§ What you need to do:
Repeat only the stretch of lines below that runs from the line with "co fn moveto" through the line with "1 1 now sub", unaltered.

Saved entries
┄┄┄┄┄┄

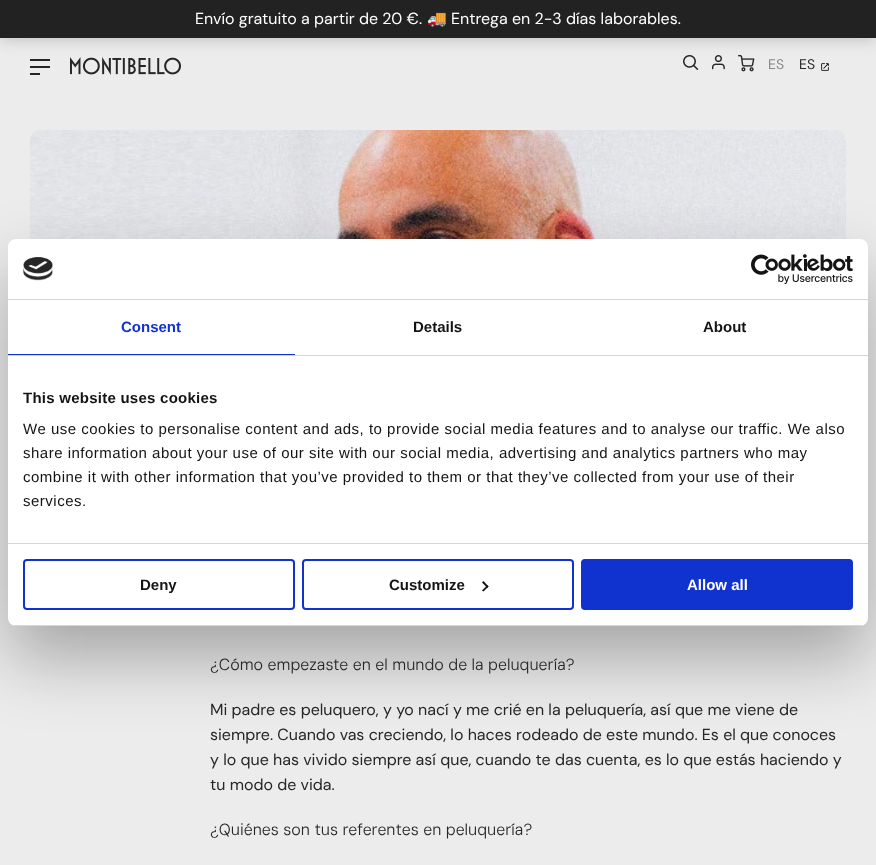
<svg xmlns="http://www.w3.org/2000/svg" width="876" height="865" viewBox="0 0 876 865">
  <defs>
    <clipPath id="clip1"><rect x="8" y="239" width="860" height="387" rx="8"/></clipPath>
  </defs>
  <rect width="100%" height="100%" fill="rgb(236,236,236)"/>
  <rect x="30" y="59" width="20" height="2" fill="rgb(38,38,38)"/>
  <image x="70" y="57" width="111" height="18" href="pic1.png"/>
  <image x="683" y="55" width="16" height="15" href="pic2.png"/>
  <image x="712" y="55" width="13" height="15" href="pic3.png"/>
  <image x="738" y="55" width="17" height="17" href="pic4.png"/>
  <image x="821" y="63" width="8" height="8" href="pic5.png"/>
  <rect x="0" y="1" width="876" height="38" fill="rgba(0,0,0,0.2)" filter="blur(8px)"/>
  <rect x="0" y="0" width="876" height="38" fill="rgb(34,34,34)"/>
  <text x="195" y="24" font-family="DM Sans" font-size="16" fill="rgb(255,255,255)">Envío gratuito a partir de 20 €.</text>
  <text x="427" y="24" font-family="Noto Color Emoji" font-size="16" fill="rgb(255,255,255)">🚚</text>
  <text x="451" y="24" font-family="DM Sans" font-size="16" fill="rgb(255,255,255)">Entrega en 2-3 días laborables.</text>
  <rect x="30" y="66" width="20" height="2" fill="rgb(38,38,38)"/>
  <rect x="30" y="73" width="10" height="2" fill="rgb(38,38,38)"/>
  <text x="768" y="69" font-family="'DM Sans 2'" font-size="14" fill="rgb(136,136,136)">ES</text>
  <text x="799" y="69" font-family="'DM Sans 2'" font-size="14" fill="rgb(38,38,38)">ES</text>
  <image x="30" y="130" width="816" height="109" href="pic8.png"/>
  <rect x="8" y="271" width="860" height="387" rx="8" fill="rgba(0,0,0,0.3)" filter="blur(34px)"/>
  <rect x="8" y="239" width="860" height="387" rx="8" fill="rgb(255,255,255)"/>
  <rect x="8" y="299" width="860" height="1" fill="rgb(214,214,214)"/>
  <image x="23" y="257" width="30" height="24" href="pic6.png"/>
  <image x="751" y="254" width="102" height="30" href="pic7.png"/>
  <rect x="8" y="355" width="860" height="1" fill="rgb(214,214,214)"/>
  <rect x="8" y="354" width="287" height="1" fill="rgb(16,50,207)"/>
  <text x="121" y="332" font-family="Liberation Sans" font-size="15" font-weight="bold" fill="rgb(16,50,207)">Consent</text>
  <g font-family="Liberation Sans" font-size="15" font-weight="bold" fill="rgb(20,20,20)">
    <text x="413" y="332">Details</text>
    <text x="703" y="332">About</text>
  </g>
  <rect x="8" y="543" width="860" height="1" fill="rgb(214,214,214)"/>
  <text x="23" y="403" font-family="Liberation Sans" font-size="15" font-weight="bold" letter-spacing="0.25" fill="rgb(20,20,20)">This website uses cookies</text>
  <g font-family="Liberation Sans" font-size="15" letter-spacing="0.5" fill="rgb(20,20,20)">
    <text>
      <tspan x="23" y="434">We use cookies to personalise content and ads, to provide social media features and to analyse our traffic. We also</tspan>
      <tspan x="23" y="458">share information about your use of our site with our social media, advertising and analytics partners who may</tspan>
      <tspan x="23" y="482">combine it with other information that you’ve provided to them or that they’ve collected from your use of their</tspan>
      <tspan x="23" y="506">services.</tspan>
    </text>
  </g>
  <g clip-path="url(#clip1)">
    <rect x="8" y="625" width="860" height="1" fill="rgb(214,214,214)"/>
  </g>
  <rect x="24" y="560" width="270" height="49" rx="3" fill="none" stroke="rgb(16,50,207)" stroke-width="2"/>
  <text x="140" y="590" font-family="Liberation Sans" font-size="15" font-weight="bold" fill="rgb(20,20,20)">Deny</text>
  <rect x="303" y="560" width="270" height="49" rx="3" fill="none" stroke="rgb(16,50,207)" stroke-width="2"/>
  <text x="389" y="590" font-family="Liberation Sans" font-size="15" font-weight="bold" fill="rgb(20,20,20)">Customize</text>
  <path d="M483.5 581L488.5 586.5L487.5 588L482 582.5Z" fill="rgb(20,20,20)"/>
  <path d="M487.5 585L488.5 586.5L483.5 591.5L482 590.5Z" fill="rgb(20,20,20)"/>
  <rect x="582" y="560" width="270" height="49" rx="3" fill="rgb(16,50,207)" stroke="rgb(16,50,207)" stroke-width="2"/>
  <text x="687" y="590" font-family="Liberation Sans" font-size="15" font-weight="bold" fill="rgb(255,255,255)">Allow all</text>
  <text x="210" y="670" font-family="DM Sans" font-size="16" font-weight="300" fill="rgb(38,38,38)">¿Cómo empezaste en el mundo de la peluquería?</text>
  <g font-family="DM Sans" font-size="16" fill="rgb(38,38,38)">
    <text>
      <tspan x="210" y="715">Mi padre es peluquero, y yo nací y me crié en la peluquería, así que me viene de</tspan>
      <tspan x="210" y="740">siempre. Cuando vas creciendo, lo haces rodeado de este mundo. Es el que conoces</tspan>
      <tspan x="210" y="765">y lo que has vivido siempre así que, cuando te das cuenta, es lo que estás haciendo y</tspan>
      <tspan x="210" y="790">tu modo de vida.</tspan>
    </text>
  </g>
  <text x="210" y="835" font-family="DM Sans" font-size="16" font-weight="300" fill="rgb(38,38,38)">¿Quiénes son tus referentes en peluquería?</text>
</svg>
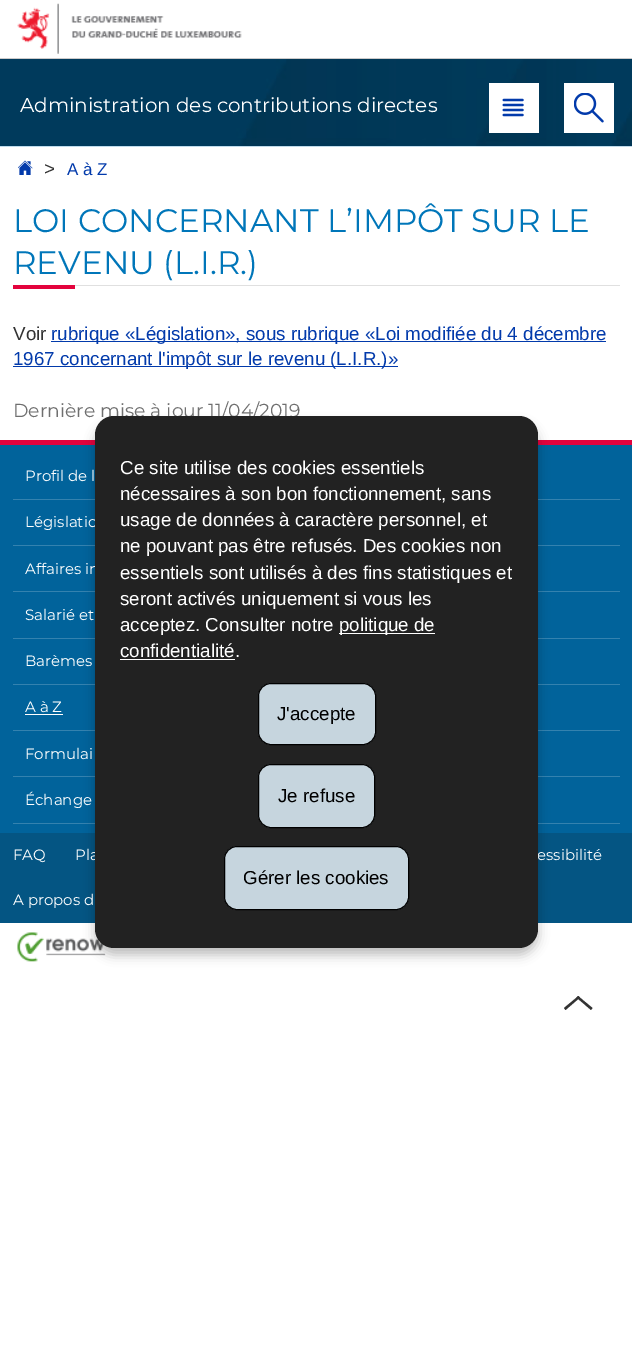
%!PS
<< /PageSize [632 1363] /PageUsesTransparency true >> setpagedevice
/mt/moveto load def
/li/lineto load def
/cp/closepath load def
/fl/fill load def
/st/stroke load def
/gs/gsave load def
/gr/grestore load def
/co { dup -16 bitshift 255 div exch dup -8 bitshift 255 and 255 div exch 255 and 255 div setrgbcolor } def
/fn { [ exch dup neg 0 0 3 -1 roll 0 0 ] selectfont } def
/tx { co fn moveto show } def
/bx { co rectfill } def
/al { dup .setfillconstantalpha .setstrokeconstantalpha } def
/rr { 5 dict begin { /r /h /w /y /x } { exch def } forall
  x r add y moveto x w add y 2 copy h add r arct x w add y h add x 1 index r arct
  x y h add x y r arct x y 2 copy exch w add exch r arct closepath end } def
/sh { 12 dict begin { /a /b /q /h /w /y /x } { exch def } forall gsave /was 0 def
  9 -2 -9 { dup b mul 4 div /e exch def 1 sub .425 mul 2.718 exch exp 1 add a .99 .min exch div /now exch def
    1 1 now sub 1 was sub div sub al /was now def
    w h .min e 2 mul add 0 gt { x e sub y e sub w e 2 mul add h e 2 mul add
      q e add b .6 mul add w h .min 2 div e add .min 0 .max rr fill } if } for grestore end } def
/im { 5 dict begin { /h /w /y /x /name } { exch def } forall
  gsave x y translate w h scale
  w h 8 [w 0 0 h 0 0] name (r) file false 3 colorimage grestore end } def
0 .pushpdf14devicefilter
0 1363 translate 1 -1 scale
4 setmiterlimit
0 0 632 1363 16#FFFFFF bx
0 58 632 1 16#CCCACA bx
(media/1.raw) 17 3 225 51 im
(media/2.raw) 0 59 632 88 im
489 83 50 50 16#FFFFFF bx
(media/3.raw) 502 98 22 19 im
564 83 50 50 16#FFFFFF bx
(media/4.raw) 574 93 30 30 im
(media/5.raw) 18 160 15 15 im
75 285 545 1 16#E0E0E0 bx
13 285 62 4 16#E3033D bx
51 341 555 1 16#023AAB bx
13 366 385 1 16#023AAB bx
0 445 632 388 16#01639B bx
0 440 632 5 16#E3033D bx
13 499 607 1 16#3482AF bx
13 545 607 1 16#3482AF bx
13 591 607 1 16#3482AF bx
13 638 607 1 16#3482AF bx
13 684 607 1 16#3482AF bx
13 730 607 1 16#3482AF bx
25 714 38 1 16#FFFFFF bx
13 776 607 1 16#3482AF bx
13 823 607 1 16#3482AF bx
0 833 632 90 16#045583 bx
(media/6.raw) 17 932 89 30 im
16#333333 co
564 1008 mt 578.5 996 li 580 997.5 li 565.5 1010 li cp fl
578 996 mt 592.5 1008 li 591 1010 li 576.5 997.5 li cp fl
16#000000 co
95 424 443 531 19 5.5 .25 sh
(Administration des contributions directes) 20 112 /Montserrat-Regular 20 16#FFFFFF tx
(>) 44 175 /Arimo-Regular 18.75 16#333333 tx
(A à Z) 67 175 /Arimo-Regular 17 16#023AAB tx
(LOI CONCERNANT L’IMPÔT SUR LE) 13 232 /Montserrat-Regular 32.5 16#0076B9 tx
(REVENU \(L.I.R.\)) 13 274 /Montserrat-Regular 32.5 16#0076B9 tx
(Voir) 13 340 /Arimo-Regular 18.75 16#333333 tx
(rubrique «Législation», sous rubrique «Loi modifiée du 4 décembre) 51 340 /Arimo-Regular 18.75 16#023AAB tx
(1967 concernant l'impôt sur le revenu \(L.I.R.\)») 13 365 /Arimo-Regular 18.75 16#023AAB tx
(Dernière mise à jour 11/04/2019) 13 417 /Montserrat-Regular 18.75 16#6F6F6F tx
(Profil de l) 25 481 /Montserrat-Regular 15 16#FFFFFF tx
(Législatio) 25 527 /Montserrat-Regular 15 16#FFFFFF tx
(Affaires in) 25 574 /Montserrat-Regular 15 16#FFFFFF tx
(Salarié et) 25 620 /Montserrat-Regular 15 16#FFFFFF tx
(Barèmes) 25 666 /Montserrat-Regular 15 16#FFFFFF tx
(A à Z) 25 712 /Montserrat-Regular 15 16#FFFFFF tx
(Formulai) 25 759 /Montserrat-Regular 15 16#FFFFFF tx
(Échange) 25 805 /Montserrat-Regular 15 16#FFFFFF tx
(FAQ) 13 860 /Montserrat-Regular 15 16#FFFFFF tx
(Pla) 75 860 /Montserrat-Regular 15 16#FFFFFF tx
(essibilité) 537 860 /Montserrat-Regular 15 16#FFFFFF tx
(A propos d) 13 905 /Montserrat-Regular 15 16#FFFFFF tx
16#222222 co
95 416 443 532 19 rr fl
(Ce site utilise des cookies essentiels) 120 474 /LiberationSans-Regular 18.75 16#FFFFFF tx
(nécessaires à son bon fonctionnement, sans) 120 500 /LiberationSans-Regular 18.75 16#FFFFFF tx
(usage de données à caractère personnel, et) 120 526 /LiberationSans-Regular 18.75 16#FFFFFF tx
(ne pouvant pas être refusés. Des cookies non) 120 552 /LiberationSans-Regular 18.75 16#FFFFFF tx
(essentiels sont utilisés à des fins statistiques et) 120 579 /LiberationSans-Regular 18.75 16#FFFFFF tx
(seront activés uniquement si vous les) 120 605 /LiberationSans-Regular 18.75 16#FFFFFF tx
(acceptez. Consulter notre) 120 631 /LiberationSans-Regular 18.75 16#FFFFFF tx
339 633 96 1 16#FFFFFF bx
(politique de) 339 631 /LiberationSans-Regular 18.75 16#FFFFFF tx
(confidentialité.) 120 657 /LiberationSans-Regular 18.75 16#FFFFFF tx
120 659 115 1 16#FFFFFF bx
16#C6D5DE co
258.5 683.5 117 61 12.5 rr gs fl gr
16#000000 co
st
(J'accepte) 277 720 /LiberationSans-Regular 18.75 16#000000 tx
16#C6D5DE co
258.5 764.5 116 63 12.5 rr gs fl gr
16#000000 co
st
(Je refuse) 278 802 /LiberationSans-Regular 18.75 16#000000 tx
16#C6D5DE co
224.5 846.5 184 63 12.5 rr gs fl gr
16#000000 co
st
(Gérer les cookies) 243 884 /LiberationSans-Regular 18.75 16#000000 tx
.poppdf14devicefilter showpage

┄┄┄┄┄┄

§ Completed exercise:
/tx { co fn moveto show } def
/bx { co rectfill } def
/al { dup .setfillconstantalpha .setstrokeconstantalpha } def
/rr { 5 dict begin { /r /h /w /y /x } { exch def } forall
  x r add y moveto x w add y 2 copy h add r arct x w add y h add x 1 index r arct
  x y h add x y r arct x y 2 copy exch w add exch r arct closepath end } def
/sh { 12 dict begin { /a /b /q /h /w /y /x } { exch def } forall gsave /was 0 def
  9 -2 -9 { dup b mul 4 div /e exch def 1 sub .425 mul 2.718 exch exp 1 add a .99 .min exch div /now exch def
    1 1 now sub 1 was sub div sub al /was now def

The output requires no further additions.